START RECORDS SUPPLIED

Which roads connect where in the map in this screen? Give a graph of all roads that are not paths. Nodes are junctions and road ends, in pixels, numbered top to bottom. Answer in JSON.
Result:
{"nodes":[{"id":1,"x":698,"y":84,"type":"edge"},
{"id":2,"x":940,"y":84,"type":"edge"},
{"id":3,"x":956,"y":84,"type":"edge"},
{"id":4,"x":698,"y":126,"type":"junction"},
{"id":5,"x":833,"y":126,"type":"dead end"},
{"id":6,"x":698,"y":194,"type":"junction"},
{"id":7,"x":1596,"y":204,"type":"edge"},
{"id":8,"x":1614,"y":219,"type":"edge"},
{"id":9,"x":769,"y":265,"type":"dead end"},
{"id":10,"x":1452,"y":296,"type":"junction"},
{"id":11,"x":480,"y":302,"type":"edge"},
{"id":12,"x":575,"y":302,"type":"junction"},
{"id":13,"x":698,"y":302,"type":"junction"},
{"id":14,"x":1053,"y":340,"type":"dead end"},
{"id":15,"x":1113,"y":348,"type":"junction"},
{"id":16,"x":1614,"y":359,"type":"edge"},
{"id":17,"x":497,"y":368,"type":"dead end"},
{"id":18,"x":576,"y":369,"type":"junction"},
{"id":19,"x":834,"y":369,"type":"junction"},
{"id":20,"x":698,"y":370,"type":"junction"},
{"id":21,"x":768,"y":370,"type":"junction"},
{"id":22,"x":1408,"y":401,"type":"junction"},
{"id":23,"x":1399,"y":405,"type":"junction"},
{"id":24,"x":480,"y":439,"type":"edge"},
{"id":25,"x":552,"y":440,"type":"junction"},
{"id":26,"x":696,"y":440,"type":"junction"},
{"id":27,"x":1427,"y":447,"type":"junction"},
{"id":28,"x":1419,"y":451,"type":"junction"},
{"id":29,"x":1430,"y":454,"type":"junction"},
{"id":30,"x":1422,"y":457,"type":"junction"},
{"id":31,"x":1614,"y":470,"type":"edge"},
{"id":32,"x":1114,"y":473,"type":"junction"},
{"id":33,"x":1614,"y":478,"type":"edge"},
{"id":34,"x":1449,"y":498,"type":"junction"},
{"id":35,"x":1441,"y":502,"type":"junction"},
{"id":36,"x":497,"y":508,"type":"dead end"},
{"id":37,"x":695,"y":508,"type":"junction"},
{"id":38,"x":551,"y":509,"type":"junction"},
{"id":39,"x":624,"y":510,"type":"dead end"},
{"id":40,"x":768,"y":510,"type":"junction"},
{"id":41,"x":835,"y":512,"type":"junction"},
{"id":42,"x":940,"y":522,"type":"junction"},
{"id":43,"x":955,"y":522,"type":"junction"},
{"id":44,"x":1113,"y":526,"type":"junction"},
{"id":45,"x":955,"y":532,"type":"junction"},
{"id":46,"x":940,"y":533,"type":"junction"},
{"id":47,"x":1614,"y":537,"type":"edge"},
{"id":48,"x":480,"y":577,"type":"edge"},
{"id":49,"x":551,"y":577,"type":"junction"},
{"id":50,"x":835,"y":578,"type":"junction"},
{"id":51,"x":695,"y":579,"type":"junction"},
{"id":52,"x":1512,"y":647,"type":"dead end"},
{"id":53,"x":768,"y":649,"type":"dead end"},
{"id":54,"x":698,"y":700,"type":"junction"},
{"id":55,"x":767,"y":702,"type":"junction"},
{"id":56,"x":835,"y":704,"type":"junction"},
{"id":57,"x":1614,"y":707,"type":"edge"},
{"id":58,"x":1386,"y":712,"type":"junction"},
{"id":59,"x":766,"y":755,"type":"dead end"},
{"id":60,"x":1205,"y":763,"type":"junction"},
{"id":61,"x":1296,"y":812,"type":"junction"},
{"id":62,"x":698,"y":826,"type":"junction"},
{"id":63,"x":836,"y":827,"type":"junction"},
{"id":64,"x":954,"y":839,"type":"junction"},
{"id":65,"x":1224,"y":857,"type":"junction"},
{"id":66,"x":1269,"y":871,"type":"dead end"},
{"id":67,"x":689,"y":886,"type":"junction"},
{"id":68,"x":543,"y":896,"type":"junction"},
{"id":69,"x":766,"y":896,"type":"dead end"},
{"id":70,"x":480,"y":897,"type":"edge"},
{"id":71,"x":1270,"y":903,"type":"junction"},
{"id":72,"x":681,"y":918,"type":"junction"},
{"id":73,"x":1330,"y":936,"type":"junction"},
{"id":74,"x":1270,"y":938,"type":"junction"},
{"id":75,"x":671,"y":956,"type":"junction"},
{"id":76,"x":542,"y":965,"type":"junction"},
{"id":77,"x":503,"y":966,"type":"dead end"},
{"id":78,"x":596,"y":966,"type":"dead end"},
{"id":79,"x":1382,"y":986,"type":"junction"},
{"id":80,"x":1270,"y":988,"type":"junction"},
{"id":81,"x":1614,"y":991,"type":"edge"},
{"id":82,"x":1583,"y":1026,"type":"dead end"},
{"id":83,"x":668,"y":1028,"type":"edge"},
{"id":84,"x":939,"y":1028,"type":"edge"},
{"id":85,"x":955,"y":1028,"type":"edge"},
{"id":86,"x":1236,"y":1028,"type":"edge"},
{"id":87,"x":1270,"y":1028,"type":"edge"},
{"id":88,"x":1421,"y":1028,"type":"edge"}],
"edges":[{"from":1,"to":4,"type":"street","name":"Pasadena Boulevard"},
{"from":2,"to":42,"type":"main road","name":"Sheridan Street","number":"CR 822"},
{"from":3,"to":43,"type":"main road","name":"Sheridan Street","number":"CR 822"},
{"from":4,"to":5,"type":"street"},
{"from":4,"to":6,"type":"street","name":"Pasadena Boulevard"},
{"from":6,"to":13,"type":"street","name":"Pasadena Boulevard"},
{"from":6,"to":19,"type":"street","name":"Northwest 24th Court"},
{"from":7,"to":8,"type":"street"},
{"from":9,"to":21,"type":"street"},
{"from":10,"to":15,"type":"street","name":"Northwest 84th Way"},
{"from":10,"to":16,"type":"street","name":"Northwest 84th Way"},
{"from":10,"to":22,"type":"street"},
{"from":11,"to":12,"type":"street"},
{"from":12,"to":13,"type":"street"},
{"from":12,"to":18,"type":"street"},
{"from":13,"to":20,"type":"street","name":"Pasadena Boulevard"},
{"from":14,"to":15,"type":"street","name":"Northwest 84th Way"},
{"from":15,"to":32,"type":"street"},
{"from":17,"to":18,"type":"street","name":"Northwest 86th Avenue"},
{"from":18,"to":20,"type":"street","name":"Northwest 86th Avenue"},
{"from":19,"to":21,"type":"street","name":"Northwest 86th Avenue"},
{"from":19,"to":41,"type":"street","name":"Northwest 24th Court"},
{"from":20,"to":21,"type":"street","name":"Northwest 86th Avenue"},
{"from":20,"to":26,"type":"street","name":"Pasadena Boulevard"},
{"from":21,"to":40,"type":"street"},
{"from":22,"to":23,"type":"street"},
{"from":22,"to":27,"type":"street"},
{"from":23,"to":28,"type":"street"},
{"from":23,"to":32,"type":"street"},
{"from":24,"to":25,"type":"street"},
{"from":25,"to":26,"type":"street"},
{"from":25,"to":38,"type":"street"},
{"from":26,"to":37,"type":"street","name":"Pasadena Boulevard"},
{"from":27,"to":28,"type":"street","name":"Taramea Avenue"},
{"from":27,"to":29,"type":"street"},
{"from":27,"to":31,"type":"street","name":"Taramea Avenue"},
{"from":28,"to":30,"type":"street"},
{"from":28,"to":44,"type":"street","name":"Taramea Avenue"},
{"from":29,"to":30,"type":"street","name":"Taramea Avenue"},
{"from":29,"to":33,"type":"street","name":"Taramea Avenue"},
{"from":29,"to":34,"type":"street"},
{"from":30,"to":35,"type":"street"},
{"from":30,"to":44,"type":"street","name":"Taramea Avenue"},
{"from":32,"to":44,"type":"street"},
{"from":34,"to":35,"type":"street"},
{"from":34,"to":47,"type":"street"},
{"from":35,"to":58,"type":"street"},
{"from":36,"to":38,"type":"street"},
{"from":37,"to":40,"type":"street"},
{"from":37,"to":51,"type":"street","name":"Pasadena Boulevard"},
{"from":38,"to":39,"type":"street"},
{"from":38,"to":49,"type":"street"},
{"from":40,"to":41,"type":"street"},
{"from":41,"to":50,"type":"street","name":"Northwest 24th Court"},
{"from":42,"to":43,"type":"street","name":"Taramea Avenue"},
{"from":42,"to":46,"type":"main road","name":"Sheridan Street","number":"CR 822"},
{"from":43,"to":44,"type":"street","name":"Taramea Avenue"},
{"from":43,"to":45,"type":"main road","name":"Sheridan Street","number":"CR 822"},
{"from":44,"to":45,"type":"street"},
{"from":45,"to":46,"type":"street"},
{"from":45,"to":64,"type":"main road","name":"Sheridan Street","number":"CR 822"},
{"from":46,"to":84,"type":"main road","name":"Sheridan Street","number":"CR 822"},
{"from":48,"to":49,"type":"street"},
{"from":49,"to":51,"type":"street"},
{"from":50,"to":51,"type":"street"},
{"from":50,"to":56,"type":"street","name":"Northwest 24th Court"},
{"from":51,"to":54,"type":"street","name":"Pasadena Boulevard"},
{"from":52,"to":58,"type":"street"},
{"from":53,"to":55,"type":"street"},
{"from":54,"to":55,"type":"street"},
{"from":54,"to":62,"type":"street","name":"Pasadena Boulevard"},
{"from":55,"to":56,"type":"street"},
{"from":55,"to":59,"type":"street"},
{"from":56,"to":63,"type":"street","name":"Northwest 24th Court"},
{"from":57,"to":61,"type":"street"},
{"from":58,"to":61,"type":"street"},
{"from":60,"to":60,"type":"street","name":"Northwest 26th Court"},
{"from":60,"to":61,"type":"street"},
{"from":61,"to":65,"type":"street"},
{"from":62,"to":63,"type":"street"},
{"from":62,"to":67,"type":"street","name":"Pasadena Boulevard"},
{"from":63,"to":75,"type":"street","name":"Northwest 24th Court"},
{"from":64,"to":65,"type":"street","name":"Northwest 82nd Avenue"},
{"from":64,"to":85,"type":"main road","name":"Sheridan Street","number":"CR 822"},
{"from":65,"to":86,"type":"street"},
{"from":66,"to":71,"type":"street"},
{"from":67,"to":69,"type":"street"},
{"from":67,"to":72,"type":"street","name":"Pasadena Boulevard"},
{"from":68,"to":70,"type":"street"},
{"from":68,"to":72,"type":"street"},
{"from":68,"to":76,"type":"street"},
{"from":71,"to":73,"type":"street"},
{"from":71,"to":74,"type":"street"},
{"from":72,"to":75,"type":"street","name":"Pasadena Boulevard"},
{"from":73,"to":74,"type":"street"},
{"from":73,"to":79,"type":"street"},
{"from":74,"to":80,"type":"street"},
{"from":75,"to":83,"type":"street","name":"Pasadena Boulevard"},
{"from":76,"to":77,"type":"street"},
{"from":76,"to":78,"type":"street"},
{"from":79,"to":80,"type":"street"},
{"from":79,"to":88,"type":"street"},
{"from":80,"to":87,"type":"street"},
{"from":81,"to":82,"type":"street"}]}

END RECORDS SUPPLIED

▸ **ABOUT THIS EXERCISE**: Lines with "main": return each one from the data above.

▸ **EXERCISE RESPONSE**:
{"from":2,"to":42,"type":"main road","name":"Sheridan Street","number":"CR 822"},
{"from":3,"to":43,"type":"main road","name":"Sheridan Street","number":"CR 822"},
{"from":42,"to":46,"type":"main road","name":"Sheridan Street","number":"CR 822"},
{"from":43,"to":45,"type":"main road","name":"Sheridan Street","number":"CR 822"},
{"from":45,"to":64,"type":"main road","name":"Sheridan Street","number":"CR 822"},
{"from":46,"to":84,"type":"main road","name":"Sheridan Street","number":"CR 822"},
{"from":64,"to":85,"type":"main road","name":"Sheridan Street","number":"CR 822"},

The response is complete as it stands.